» **AIM OF THE EXERCISE**: Print all of the records. Exclude the images.

» **DATA IN THIS EXERCISE**:
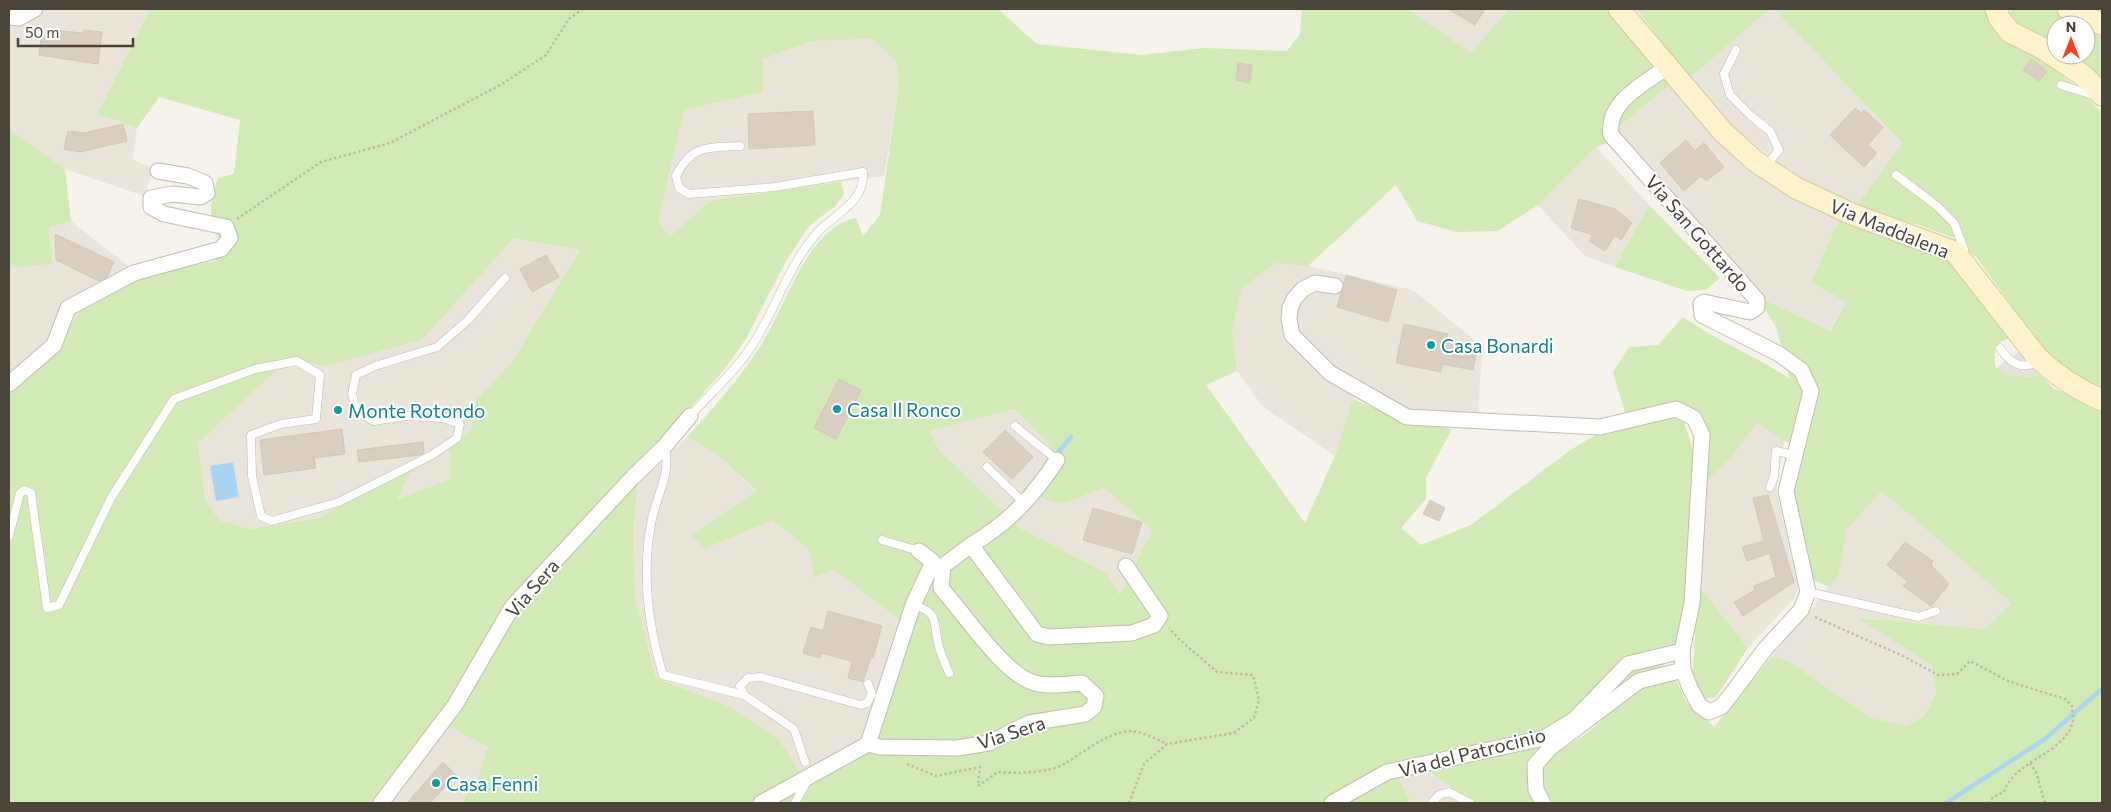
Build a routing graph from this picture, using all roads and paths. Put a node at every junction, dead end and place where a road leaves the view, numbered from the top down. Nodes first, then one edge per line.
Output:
1 (35, 9) edge
2 (582, 9) edge
3 (1619, 9) edge
4 (1996, 9) edge
5 (2068, 9) edge
6 (9, 17) edge
7 (2102, 24) edge
8 (1736, 50) dead end
9 (1668, 66) junction
10 (2061, 85) dead end
11 (2102, 97) edge
12 (740, 146) dead end
13 (1764, 168) junction
14 (158, 171) dead end
15 (1896, 175) dead end
16 (226, 227) junction
17 (1960, 258) junction
18 (505, 278) dead end
19 (1335, 286) dead end
20 (2000, 348) dead end
21 (2041, 360) junction
22 (9, 384) edge
23 (2102, 400) edge
24 (690, 416) joint
25 (1015, 426) dead end
26 (664, 447) junction
27 (1794, 455) junction
28 (1051, 456) joint
29 (987, 467) dead end
30 (1770, 487) dead end
31 (1020, 499) junction
32 (9, 536) edge
33 (882, 540) dead end
34 (971, 546) junction
35 (919, 551) joint
36 (1126, 566) dead end
37 (1808, 592) junction
38 (912, 605) junction
39 (1801, 610) junction
40 (1936, 611) dead end
41 (1179, 639) dead end
42 (1682, 650) junction
43 (1682, 670) junction
44 (949, 673) dead end
45 (868, 684) dead end
46 (744, 695) junction
47 (1166, 744) junction
48 (869, 749) junction
49 (902, 762) dead end
50 (2030, 763) junction
51 (807, 769) junction
52 (381, 803) edge
53 (761, 803) edge
54 (795, 803) edge
55 (1129, 803) edge
56 (1332, 803) edge
57 (1432, 803) edge
58 (1470, 803) edge
59 (1543, 803) edge
60 (1989, 803) edge
61 (2044, 803) edge

1 - 6 street
2 - 16 path
3 - 9 street
4 - 11 street
5 - 7 street
8 - 13 lane
9 - 13 street, Via Maddalena
9 - 27 street, Via San Gottardo
10 - 11 lane
12 - 24 lane
13 - 17 street, Via Maddalena
14 - 16 street
15 - 17 lane
16 - 22 street
17 - 21 street, Via Maddalena
18 - 32 lane
19 - 42 street
20 - 21 lane
21 - 23 street, Via Maddalena
24 - 26 street, Via Sera
25 - 28 lane
26 - 46 lane
26 - 52 street, Via Sera
27 - 30 lane
27 - 37 street, Via San Gottardo
28 - 31 street, Via Sera
29 - 31 lane
31 - 34 street, Via Sera
33 - 35 lane
34 - 36 street
34 - 48 street, Via Sera
35 - 38 street
37 - 39 street
37 - 40 lane
38 - 44 lane
38 - 48 street
39 - 43 street
39 - 50 path
41 - 47 path
42 - 43 street
42 - 56 street, Via del Patrocinio
43 - 59 street
45 - 46 lane
46 - 51 lane
47 - 49 path
47 - 55 path
48 - 51 street
50 - 60 path
50 - 61 path
51 - 53 street
51 - 54 lane
57 - 58 lane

» **WRITTEN ANSWER**:
Build a routing graph from this picture, using all roads and paths. Put a node at every junction, dead end and place where a road leaves the view, numbered from the top down. Nodes first, then one edge per line.
Output:
1 (35, 9) edge
2 (582, 9) edge
3 (1619, 9) edge
4 (1996, 9) edge
5 (2068, 9) edge
6 (9, 17) edge
7 (2102, 24) edge
8 (1736, 50) dead end
9 (1668, 66) junction
10 (2061, 85) dead end
11 (2102, 97) edge
12 (740, 146) dead end
13 (1764, 168) junction
14 (158, 171) dead end
15 (1896, 175) dead end
16 (226, 227) junction
17 (1960, 258) junction
18 (505, 278) dead end
19 (1335, 286) dead end
20 (2000, 348) dead end
21 (2041, 360) junction
22 (9, 384) edge
23 (2102, 400) edge
24 (690, 416) joint
25 (1015, 426) dead end
26 (664, 447) junction
27 (1794, 455) junction
28 (1051, 456) joint
29 (987, 467) dead end
30 (1770, 487) dead end
31 (1020, 499) junction
32 (9, 536) edge
33 (882, 540) dead end
34 (971, 546) junction
35 (919, 551) joint
36 (1126, 566) dead end
37 (1808, 592) junction
38 (912, 605) junction
39 (1801, 610) junction
40 (1936, 611) dead end
41 (1179, 639) dead end
42 (1682, 650) junction
43 (1682, 670) junction
44 (949, 673) dead end
45 (868, 684) dead end
46 (744, 695) junction
47 (1166, 744) junction
48 (869, 749) junction
49 (902, 762) dead end
50 (2030, 763) junction
51 (807, 769) junction
52 (381, 803) edge
53 (761, 803) edge
54 (795, 803) edge
55 (1129, 803) edge
56 (1332, 803) edge
57 (1432, 803) edge
58 (1470, 803) edge
59 (1543, 803) edge
60 (1989, 803) edge
61 (2044, 803) edge

1 - 6 street
2 - 16 path
3 - 9 street
4 - 11 street
5 - 7 street
8 - 13 lane
9 - 13 street, Via Maddalena
9 - 27 street, Via San Gottardo
10 - 11 lane
12 - 24 lane
13 - 17 street, Via Maddalena
14 - 16 street
15 - 17 lane
16 - 22 street
17 - 21 street, Via Maddalena
18 - 32 lane
19 - 42 street
20 - 21 lane
21 - 23 street, Via Maddalena
24 - 26 street, Via Sera
25 - 28 lane
26 - 46 lane
26 - 52 street, Via Sera
27 - 30 lane
27 - 37 street, Via San Gottardo
28 - 31 street, Via Sera
29 - 31 lane
31 - 34 street, Via Sera
33 - 35 lane
34 - 36 street
34 - 48 street, Via Sera
35 - 38 street
37 - 39 street
37 - 40 lane
38 - 44 lane
38 - 48 street
39 - 43 street
39 - 50 path
41 - 47 path
42 - 43 street
42 - 56 street, Via del Patrocinio
43 - 59 street
45 - 46 lane
46 - 51 lane
47 - 49 path
47 - 55 path
48 - 51 street
50 - 60 path
50 - 61 path
51 - 53 street
51 - 54 lane
57 - 58 lane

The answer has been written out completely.